12/9/08

Gladwell's Blindspot on Teachers

Typically interesting piece by Gladwell on why it's hard to identify who will be a good teacher before they’re in the classroom, which bolsters the case for abolishing tenure, opening the field of entry wide, and being tough-minded about developing people and deciding who’ll make the cut in the first few years. That’s fine as far as it goes. But as often happens with Malcolm, his elegant storytelling obscures a vital truth about today’s teacher crisis. Especially for poor kids, we’re recruiting teachers from the bottom third of the college class, a stark change from the 1960s and 1970s, when we recruited from the top-third because women and minorities didn’t have as many career options outside the classroom. The quality of the teacher corps was subsidized by discrimination. That wave of talent is now set to retire in droves, but teaching simply isn’t an attractive career for today’s better college grads. Yes, they may try it via Teach for America for two years, but as Wendy Kopp would be the first to admit, the scale of TFA is puny compared to the national need.

Bottom line: unless we make the profession of teaching more attractive as a career, we’ll never lure the talent we need to lift student achievement (and sustain U.S. living standards) in an era of global competition. And while money isn’t the only answer, it has to be a big part of it, because starting salaries of $35,000 to $45,000 that top out after 25 years at $80,000 simply won’t change the choices that today’s better college students make. This is a policy fetish of mine – a chunk of my first book was about how to get starting salaries in high poverty districts to $65,000, and top salaries toward $150,000, in ways all sides could support. When a smart young couple graduating from college sees that if they’re good in the classroom they could aspire together to earn $200,000 to $250,000 before too long, the societal benefit would be enormous. (It's not just two more good teachers, after all -- it’s two less lawyers). DC chancellor Michelle Rhee’s current plan is the one serious hope on the scene right now for getting the breakthrough we need.

4 Comments:

Blogger Pcentrist said...

Any clue how the Obama administration feels on raising pay and offering a trade off of lesser tenure/job security?

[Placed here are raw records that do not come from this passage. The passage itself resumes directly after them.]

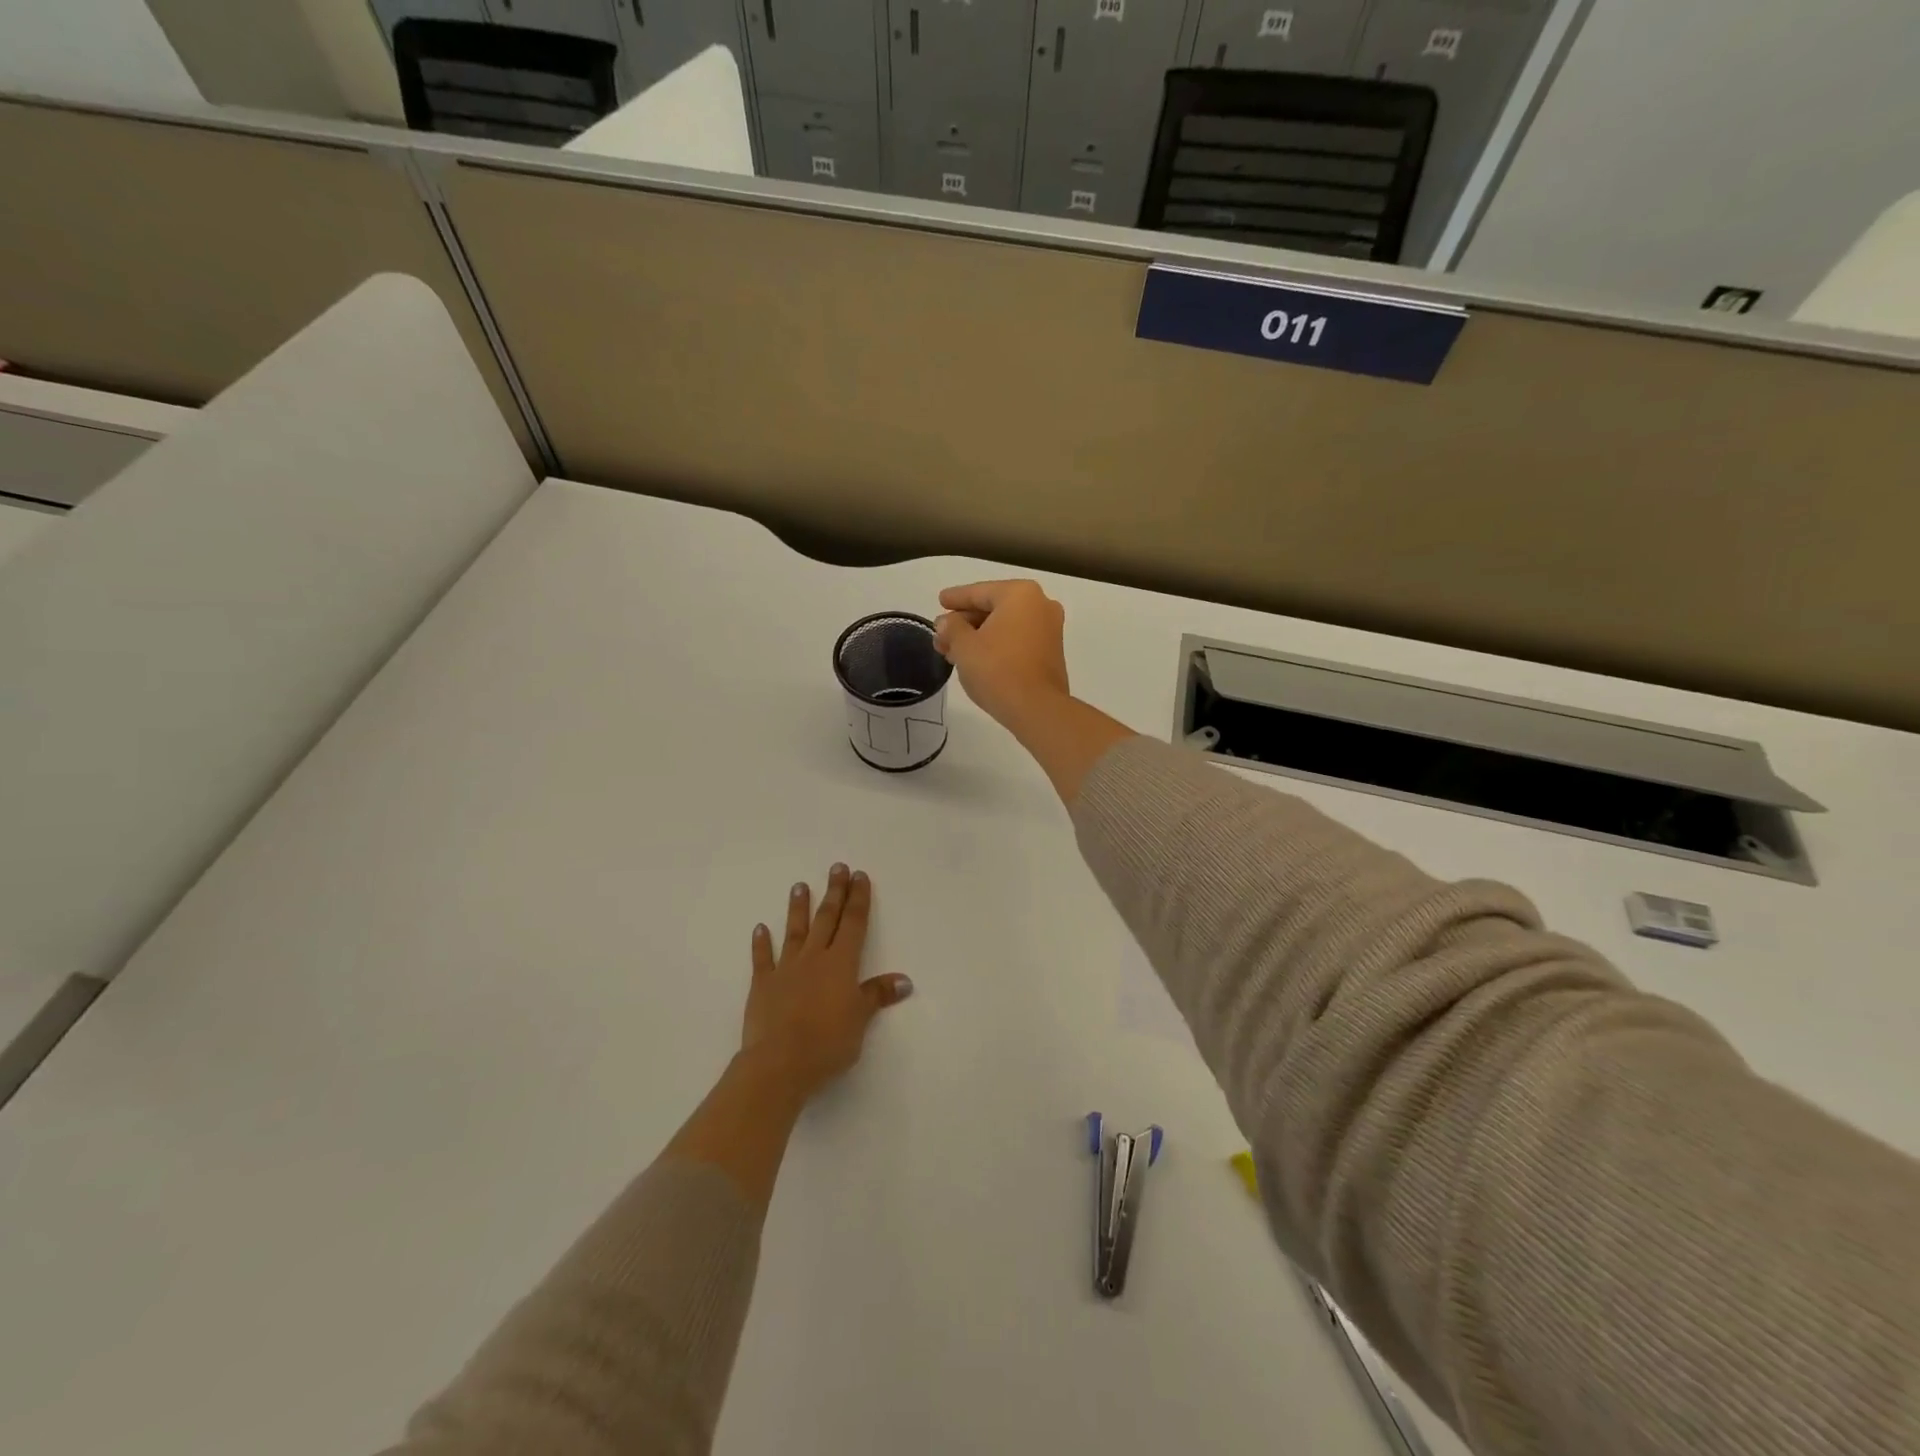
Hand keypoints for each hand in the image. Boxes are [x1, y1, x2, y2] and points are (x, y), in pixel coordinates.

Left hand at [741, 864, 912, 1103]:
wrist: (780, 1062)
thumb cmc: (828, 1042)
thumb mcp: (860, 1020)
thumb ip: (877, 995)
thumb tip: (904, 980)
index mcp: (841, 963)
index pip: (853, 923)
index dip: (858, 899)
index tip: (859, 876)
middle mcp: (814, 958)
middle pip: (827, 919)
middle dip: (834, 893)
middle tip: (837, 868)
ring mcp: (786, 969)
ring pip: (795, 931)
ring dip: (799, 908)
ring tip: (800, 885)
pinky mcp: (763, 985)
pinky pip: (762, 959)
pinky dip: (761, 943)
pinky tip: (760, 928)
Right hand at [933, 580, 1070, 733]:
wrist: (1036, 708)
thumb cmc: (997, 669)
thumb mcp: (964, 646)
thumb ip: (951, 627)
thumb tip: (946, 623)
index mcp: (1020, 594)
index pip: (979, 592)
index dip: (955, 598)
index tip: (940, 600)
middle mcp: (1040, 605)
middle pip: (993, 608)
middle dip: (965, 622)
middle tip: (941, 635)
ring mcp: (1050, 629)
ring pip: (1005, 626)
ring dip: (978, 636)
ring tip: (952, 651)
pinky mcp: (1051, 653)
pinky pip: (1017, 640)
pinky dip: (996, 645)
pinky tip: (975, 659)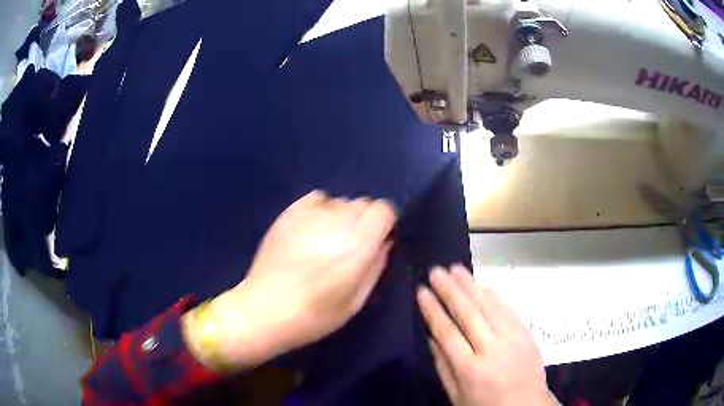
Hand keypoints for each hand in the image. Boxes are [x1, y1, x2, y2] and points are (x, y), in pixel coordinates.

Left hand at [184, 190, 395, 368]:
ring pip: (341, 201)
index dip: (385, 223)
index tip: (380, 239)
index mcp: (357, 245)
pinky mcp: (289, 213)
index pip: (383, 209)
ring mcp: (309, 214)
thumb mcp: (356, 302)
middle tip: (352, 247)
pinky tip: (313, 228)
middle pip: (363, 203)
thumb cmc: (314, 316)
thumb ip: (375, 266)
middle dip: (365, 222)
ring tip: (328, 241)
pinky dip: (322, 209)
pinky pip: (317, 198)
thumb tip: (384, 243)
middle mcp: (336, 221)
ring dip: (343, 217)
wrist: (263, 311)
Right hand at [417, 265, 557, 405]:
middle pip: (468, 313)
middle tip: (436, 271)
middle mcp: (492, 349)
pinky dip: (492, 294)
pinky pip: (507, 308)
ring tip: (455, 268)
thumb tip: (430, 336)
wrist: (526, 405)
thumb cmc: (486, 405)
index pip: (447, 332)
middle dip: (450, 290)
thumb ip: (442, 366)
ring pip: (489, 305)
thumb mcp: (456, 395)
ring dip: (470, 285)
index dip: (433, 310)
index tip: (422, 291)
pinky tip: (481, 283)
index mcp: (470, 369)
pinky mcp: (526, 332)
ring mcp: (512, 338)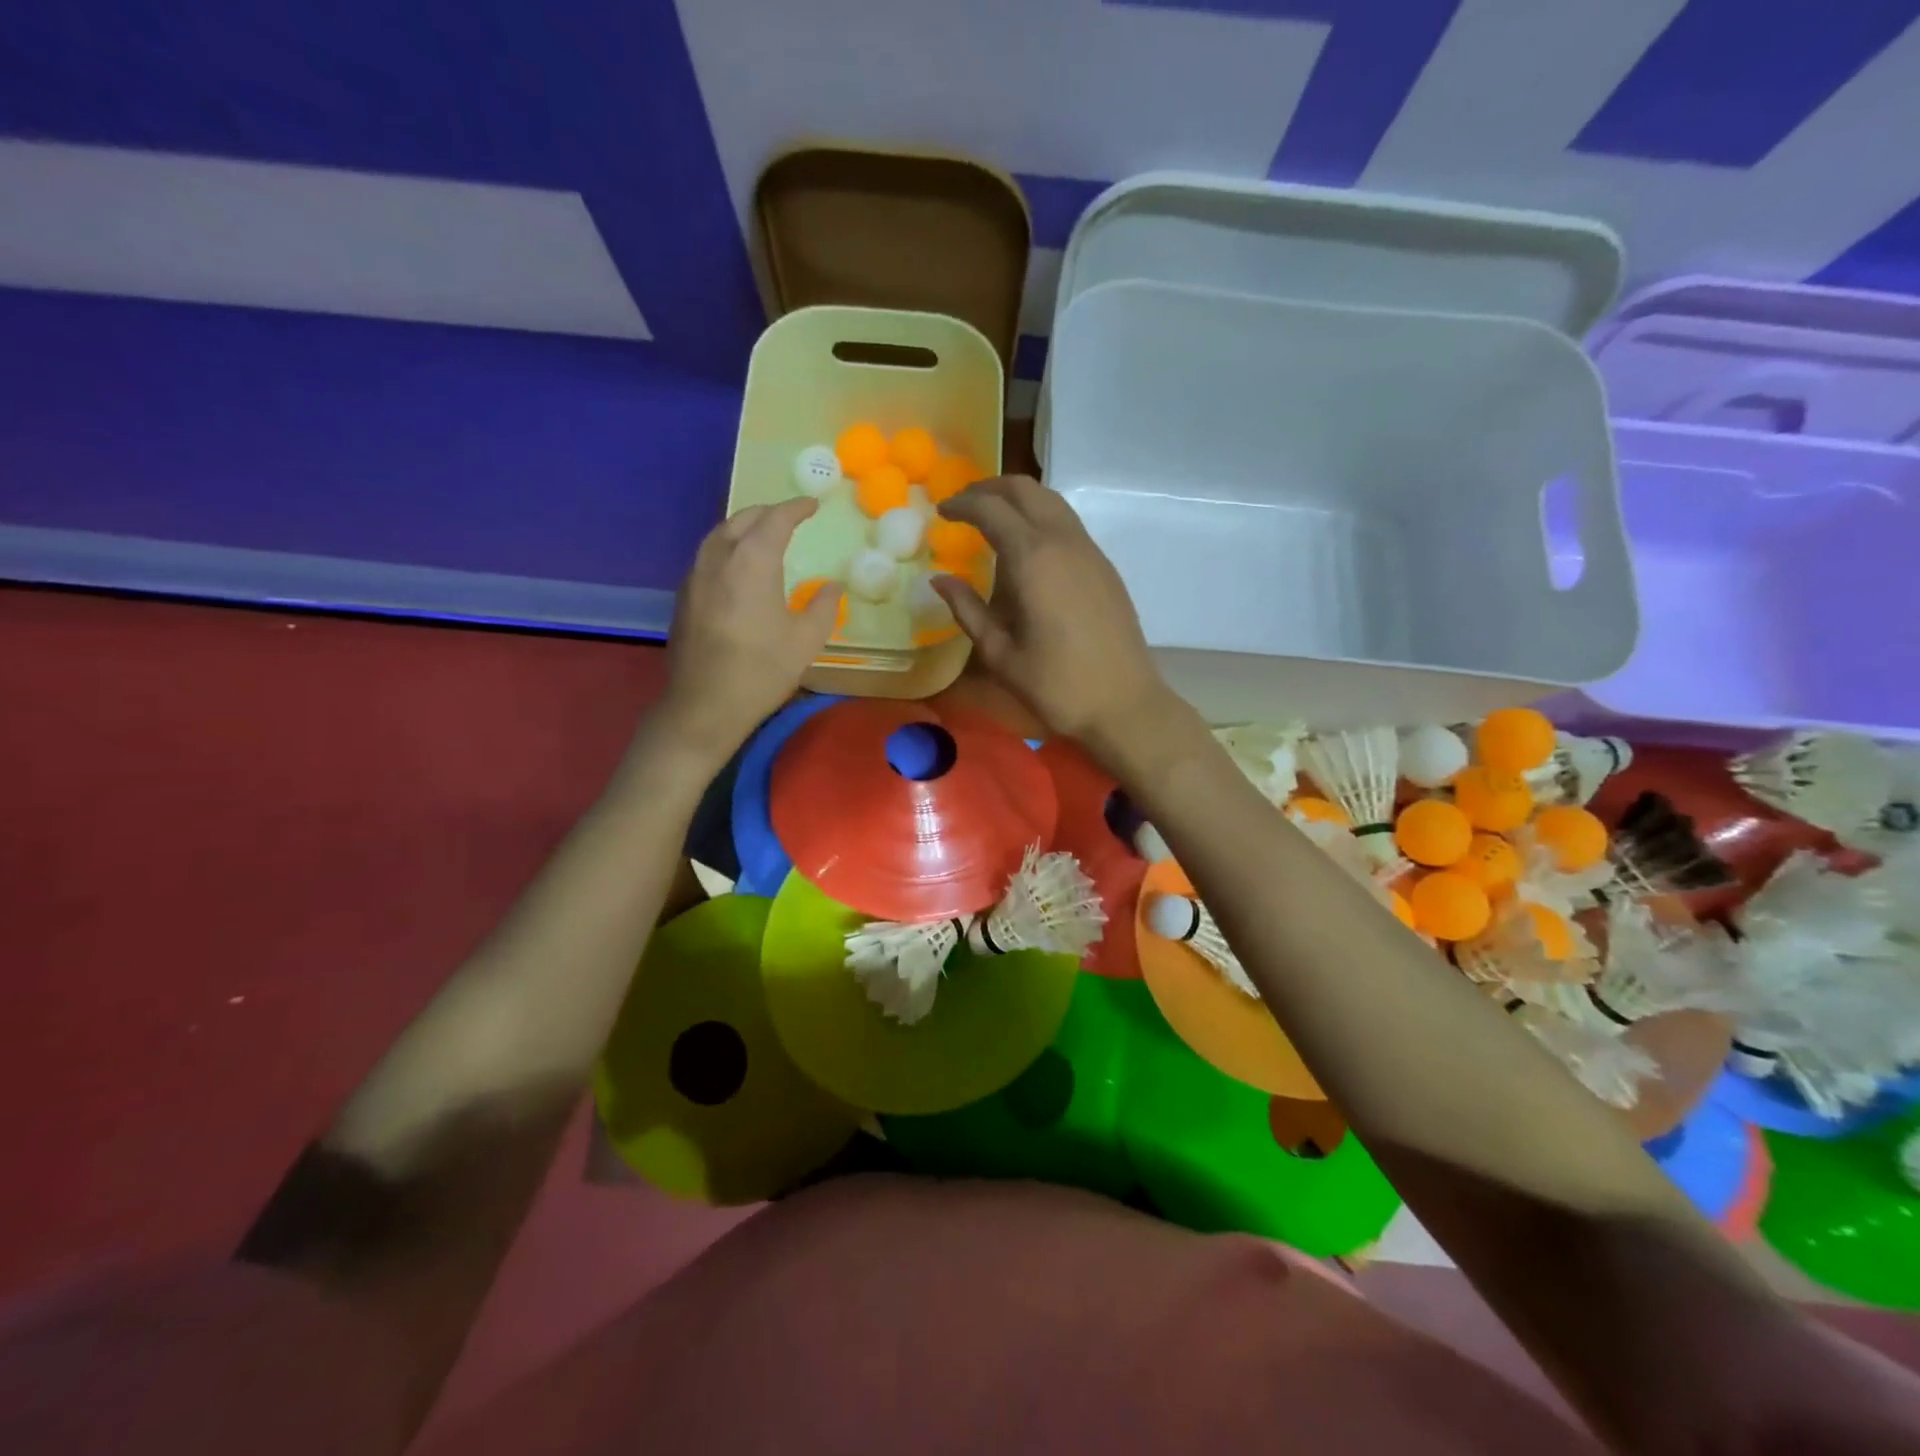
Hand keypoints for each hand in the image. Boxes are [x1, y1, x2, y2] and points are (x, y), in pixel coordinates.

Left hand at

Obama has made some comments about the tenure/job security side (notably in his speech announcing his candidacy), but I didn't see anything specific beyond that. And he's definitely talked about improving pay and conditions. But I didn't research it in-depth to see if he was really going to push your grand bargain idea from the 2 Percent Solution.

December 10, 2008 at 10:12 AM  
Blogger Elphage said...

Matt, You keep harping on tenure. Tenure is not the problem. Teachers can easily be gotten rid of, even with tenure. The problem is, rather with management. Too many administrators do not help teachers become better, do not support them and when they need to be sent on there way, are to lazy or too stupid to go through the proper procedures to either get rid of them or help them imporve. It really is not that hard. Believe me, as a teacher union rep. I have been amazed at the number of administrators who botch the discipline process.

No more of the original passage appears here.